On Saturday, Louis C.K. surprised nearly everyone by sending out an email reading: “Hi there. Horace and Pete episode one is available for download. $5. Go here to watch it. We hope you like it.” That was it — no plot summary, no publicity campaign, no further explanation, just a fee of $5 to see what’s inside the mystery box. (Take that, J.J. Abrams.) What you found once you lifted the lid was a 67-minute two-act play, apparently performed live or close to it, shot in the style of a “Playhouse 90” episode from the 1950s. C.K. has pushed his FX show, “Louie,” farther and farther from its comic roots, and with “Horace and Pete,” he cuts the ties altogether. (The show itself is on unspecified hiatus.) There are a few laughs for those with a particularly mordant sense of humor, but they’re swamped by an overwhelming sense of despair, the kind you experience walking into a windowless bar in the early afternoon when the only customers are drunks and people with nowhere to be. “These aren’t customers,” says Alan Alda’s Uncle Pete. “They’re alcoholics.”
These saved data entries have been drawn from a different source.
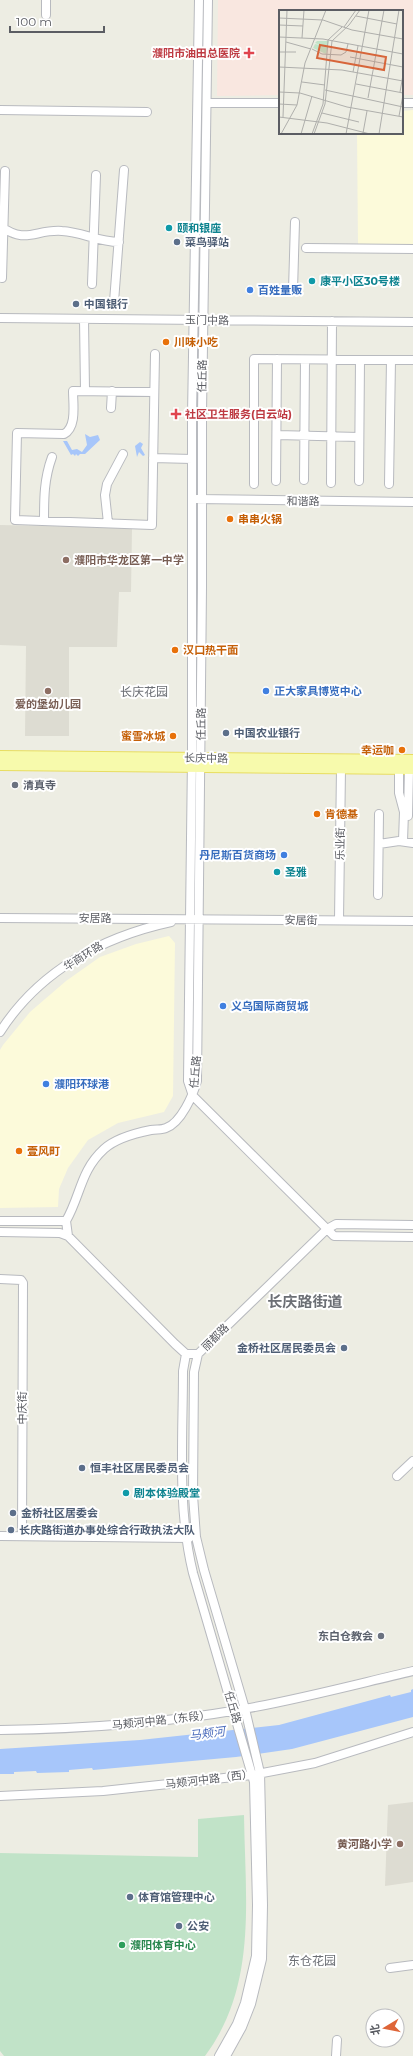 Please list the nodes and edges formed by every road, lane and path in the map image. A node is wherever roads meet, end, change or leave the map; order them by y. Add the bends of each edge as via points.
1 (46, 0) edge
2 (199, 0) edge
3 (208, 0) edge
4 (46, 15) dead end
5 (207, 103) junction
6 (279, 103) edge
7 (0, 110) edge
8 (147, 112) dead end
9 (124, 170) dead end
10 (5, 171) dead end
11 (96, 175) dead end
12 (295, 222) dead end
13 (2, 227) edge
14 (94, 239) junction
15 (119, 242) junction
16 (306, 248) dead end
17 (413, 249) edge
18 (2, 278) dead end
19 (92, 284) dead end
20 (293, 290) dead end
21 (114, 302) dead end
22 (0, 318) edge
23 (84, 319) junction
24 (199, 320) junction
25 (332, 321) junction
26 (413, 322) edge
27 (155, 354) dead end
28 (278, 359) junction
29 (306, 360) junction
30 (332, 360) junction
31 (360, 360) junction
32 (391, 360) junction
33 (413, 360) edge
34 (85, 391) junction
35 (112, 391) junction
36 (154, 392) junction
37 (111, 408) dead end
38 (276, 435) junction
39 (304, 436) junction
40 (332, 436) junction
41 (359, 437) junction
42 (123, 454) dead end
43 (52, 457) dead end
44 (153, 458) junction
45 (192, 459) junction
46 (304, 480) dead end
47 (276, 481) dead end
48 (359, 481) dead end
49 (331, 483) dead end
50 (254, 484) dead end
51 (389, 484) dead end
52 (192, 499) junction
53 (202, 499) junction
54 (413, 502) edge
55 (44, 521) junction
56 (108, 523) junction
57 (0, 756) edge
58 (196, 762) junction
59 (0, 765) edge
60 (408, 767) edge
61 (341, 768) junction
62 (379, 814) dead end
63 (408, 841) edge
64 (379, 844) junction
65 (378, 895) dead end
66 (0, 918) edge
67 (189, 918) junction
68 (198, 919) junction
69 (339, 920) junction
70 (413, 920) edge
71 (0, 1032) edge
72 (193, 1096) junction
73 (0, 1221) edge
74 (66, 1221) junction
75 (413, 1225) edge
76 (327, 1229) junction
77 (0, 1232) edge
78 (68, 1236) junction
79 (413, 1237) edge
80 (0, 1279) edge
81 (186, 1354) junction
82 (198, 1354) junction
83 (413, 1461) edge
84 (397, 1476) dead end
85 (0, 1536) edge
86 (22, 1536) junction
87 (196, 1537) junction
88 (185, 1538) junction
89 (413, 1671) edge
90 (245, 1709) junction
91 (234, 1710) junction
92 (0, 1730) edge
93 (413, 1732) edge
94 (260, 1770) junction
95 (251, 1771) junction
96 (0, 1796) edge
97 (413, 1965) edge
98 (390, 1968) dead end
99 (337, 2040) dead end
100 (219, 2056) edge
101 (226, 2056) edge
102 (336, 2056) edge

1 - 4 street
2 - 24 street, 任丘路
3 - 5 street, 任丘路
5 - 6 street
5 - 24 street, 任丘路
7 - 8 street
9 - 15 street
10 - 13 street
11 - 14 street
12 - 20 street
13 - 14 street via 20,236 62,231
13 - 18 street
14 - 15 street
14 - 19 street
15 - 21 street
16 - 17 street
22 - 23 street, 玉门中路
23 - 24 street, 玉门中路
23 - 34 street
24 - 25 street, 玉门中路
24 - 45 street, 任丘路
24 - 53 street, 任丘路
25 - 26 street, 玉门中路
25 - 30 street
27 - 36 street
28 - 29 street
28 - 38 street
28 - 50 street via 254,359
29 - 30 street
29 - 39 street
30 - 31 street
30 - 40 street
31 - 32 street
31 - 41 street
32 - 33 street
32 - 51 street
34 - 35 street
34 - 55 street via 72,391 72,423 68,432 17,433 15,520
35 - 36 street
35 - 37 street
36 - 44 street
38 - 39 street
38 - 47 street
39 - 40 street
39 - 46 street
40 - 41 street
40 - 49 street
41 - 48 street
42 - 56 street via 107,484 105,495
43 - 55 street via 46,474
44 - 45 street
44 - 56 street via 152,525
45 - 52 street, 任丘路
52 - 53 street, 和谐路
52 - 58 street, 任丘路
53 - 54 street, 和谐路
53 - 58 street, 任丘路
55 - 56 street
57 - 58 main road, 长庆中路
58 - 59 main road, 长庆中路
58 - 60 main road, 长庆中路
58 - 61 main road, 长庆中路
58 - 67 street, 任丘路
58 - 68 street, 任丘路
60 - 61 main road, 长庆中路
60 - 63 street via 399,793
61 - 69 street, 乐业街
62 - 64 street
63 - 64 street
64 - 65 street
66 - 67 street, 安居路
67 - 68 street, 安居街
67 - 71 street, 华商环路 via 130,932 88,951 38,988
67 - 72 street, 任丘路 via 188,1081
68 - 69 street, 安居街
68 - 72 street, 任丘路 via 197,1081
69 - 70 street, 安居街
72 - 74 street via 175,1122 166,1129 152,1130 120,1140 105,1148 84,1174 75,1206
72 - 76 street
73 - 74 street
74 - 78 street
75 - 76 street, 丽都路 via 336,1224
76 - 79 street via 334,1236
76 - 82 street, 丽都路
77 - 78 street via 60,1233
78 - 81 street, 丽都路
80 - 86 street, 中庆街 via 21,1280 23,1283
81 - 82 street, 丽都路
81 - 88 street, 任丘路 via 183,1371
82 - 87 street, 任丘路 via 194,1372 193,1495
83 - 84 street
85 - 86 street
86 - 88 street
87 - 88 street
87 - 90 street, 任丘路
88 - 91 street, 任丘路
89 - 90 street, 马颊河中路（东段）
90 - 91 street, 马颊河中路（东段）
90 - 94 street, 任丘路
91 - 92 street, 马颊河中路（东段） via 111,1725
91 - 95 street, 任丘路
93 - 94 street, 马颊河中路（西） via 315,1763
94 - 95 street, 马颊河中路（西）
94 - 101 street, 任丘路 via 264,1905 262,1959 249,2010
95 - 96 street, 马颊河中路（西） via 103,1791
95 - 100 street, 任丘路 via 254,1782 256,1956 237,2024
97 - 98 street
99 - 102 street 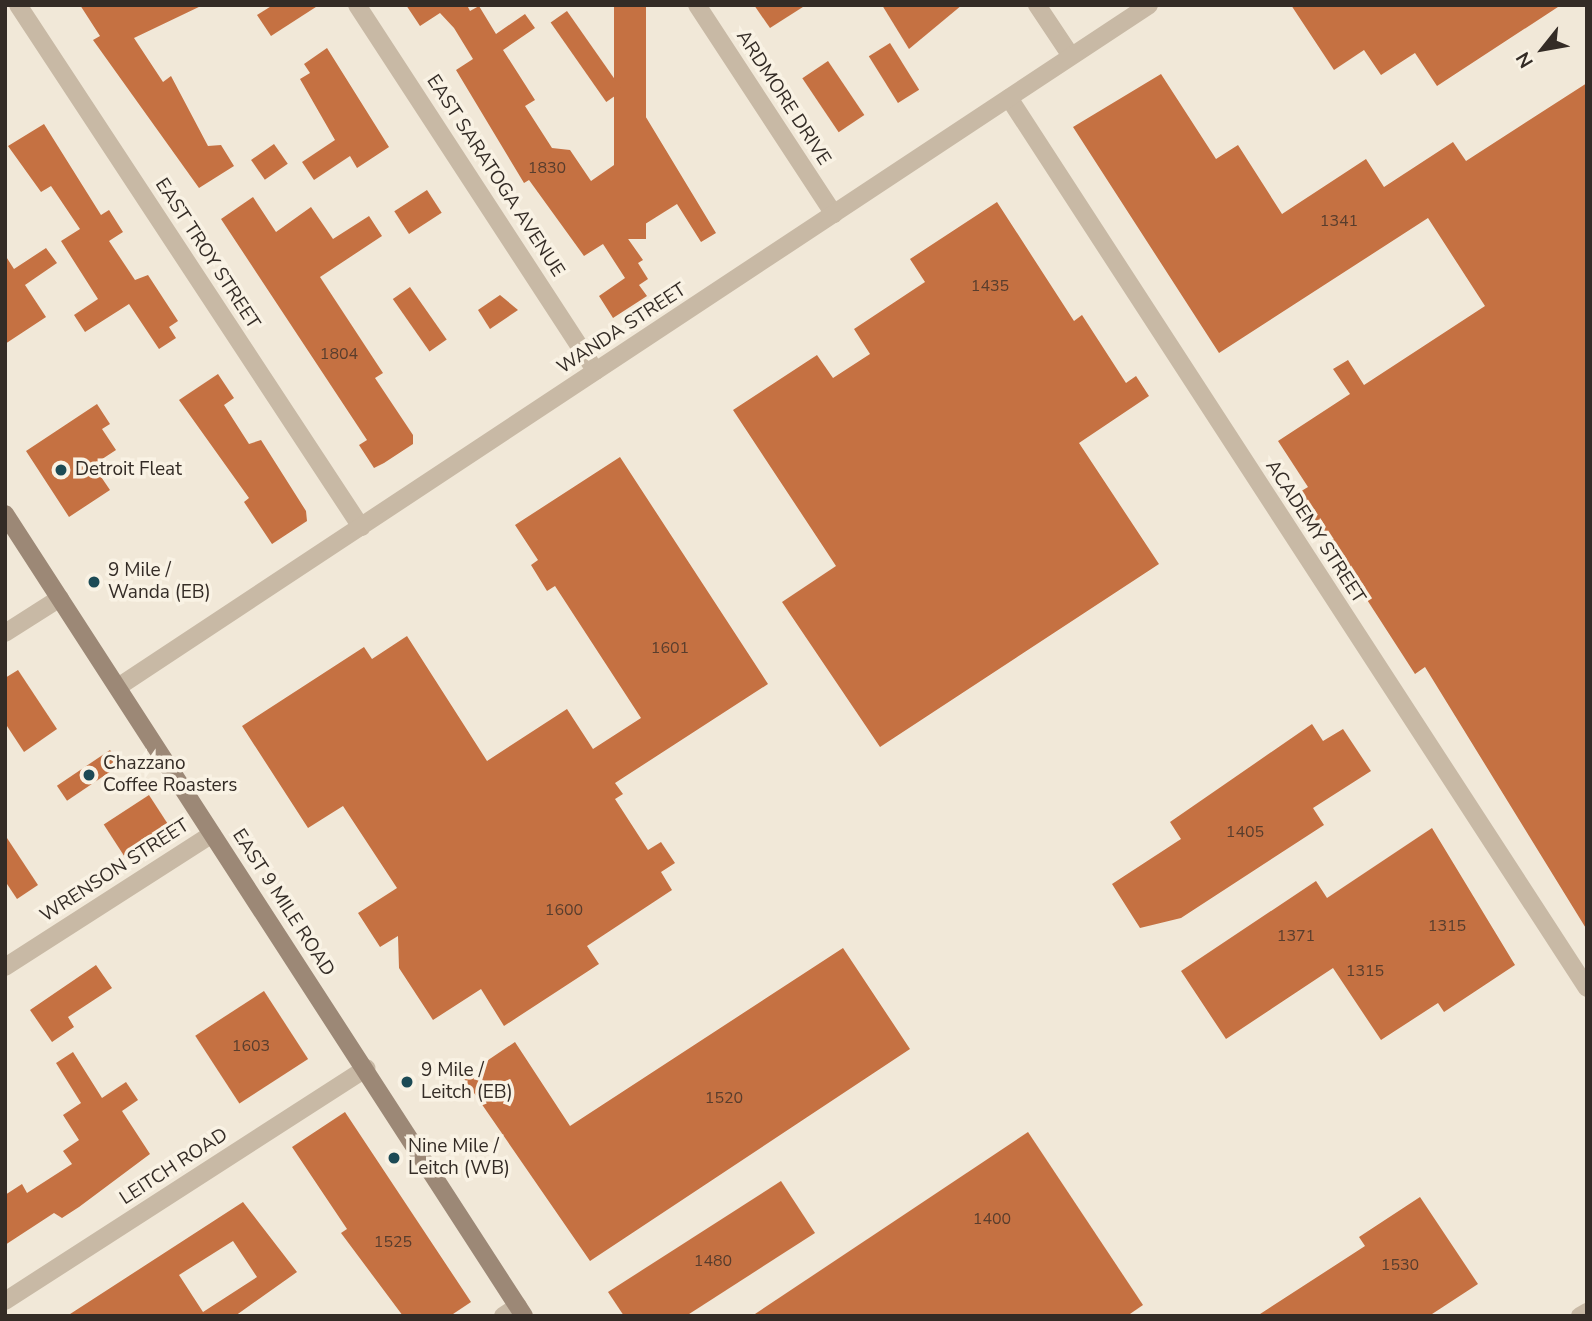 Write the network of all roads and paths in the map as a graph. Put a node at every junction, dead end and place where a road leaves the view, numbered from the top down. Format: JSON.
{"nodes":[{"id":1,"x":18,"y":5,"type":"edge"},
{"id":2,"x":357,"y":5,"type":"edge"},
{"id":3,"x":697,"y":5,"type":"edge"},
{"id":4,"x":1037,"y":5,"type":"edge"},
{"id":5,"x":1149,"y":5,"type":"edge"},
{"id":6,"x":1071,"y":56,"type":"junction"},
{"id":7,"x":1009,"y":98,"type":"junction"},
{"id":8,"x":834,"y":214,"type":"junction"},
{"id":9,"x":596,"y":371,"type":"junction"},
{"id":10,"x":5,"y":514,"type":"edge"},
{"id":11,"x":361,"y":527,"type":"junction"},
{"id":12,"x":60,"y":598,"type":"junction"},
{"id":13,"x":5,"y":633,"type":"edge"},
{"id":14,"x":117,"y":687,"type":"junction"},
{"id":15,"x":212,"y":834,"type":"junction"},
{"id":16,"x":5,"y":967,"type":"edge"},
{"id":17,"x":1587,"y":988,"type":"edge"},
{"id":18,"x":366,"y":1068,"type":"junction"},
{"id":19,"x":5,"y":1301,"type":"edge"},
{"id":20,"x":1587,"y":1312,"type":"edge"},
{"id":21,"x":515,"y":1313,"type":"edge"},
{"id":22,"x":1580,"y":1316,"type":"edge"}],
"edges":[{"from":1,"to":11,"type":"street","name":"EAST TROY STREET"},
{"from":2,"to":9,"type":"street","name":"EAST SARATOGA AVENUE"},
{"from":3,"to":8,"type":"street","name":"ARDMORE DRIVE"},
{"from":4,"to":6,"type":"street"},
{"from":5,"to":6,"type":"street","name":"WANDA STREET"},
{"from":6,"to":7,"type":"street","name":"WANDA STREET"},
{"from":7,"to":8,"type":"street","name":"WANDA STREET"},
{"from":7,"to":17,"type":"street","name":"ACADEMY STREET"},
{"from":8,"to":9,"type":"street","name":"WANDA STREET"},
{"from":9,"to":11,"type":"street","name":"WANDA STREET"},
{"from":10,"to":12,"type":"main road","name":"EAST 9 MILE ROAD"},
{"from":11,"to":14,"type":"street","name":"WANDA STREET"},
{"from":12,"to":13,"type":"street"},
{"from":12,"to":14,"type":"main road","name":"EAST 9 MILE ROAD"},
{"from":14,"to":15,"type":"main road","name":"EAST 9 MILE ROAD"},
{"from":15,"to":16,"type":"street","name":"WRENSON STREET"},
{"from":15,"to":18,"type":"main road","name":"EAST 9 MILE ROAD"},
{"from":18,"to":19,"type":"street","name":"LEITCH ROAD"},
{"from":18,"to":21,"type":"main road","name":"EAST 9 MILE ROAD"},
{"from":20,"to":22,"type":"street"}]}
“Horace and Pete” has touches of the absurdism that’s taken over “Louie’s” later seasons, mainly in the notion that the bar has been passed down through the generations from one Horace and Pete to another: The current crop, C.K.’s Horace and Steve Buscemi’s Pete, are the eighth of their lines. But C.K.’s writing isn’t inventive enough to make up for the staid, largely single-set staging, the slack pace, the awkward silences that surround every line. (The only music is Paul Simon’s theme song, which appears over the end credits and the intermission — yes, there is one.) C.K. assembled an impressive cast, including Edie Falco, Jessica Lange, Aidy Bryant and Rebecca Hall — the latter presumably fresh off premiering “Christine” at Sundance, given “Horace and Pete’s” references to of-the-moment events. In fact, it’s possible, although C.K.’s not talking yet, that the show was filmed as late as Friday before being released on Saturday morning, a stunning demonstration of how quickly the wheels of distribution can turn when there’s no media conglomerate slowing them down.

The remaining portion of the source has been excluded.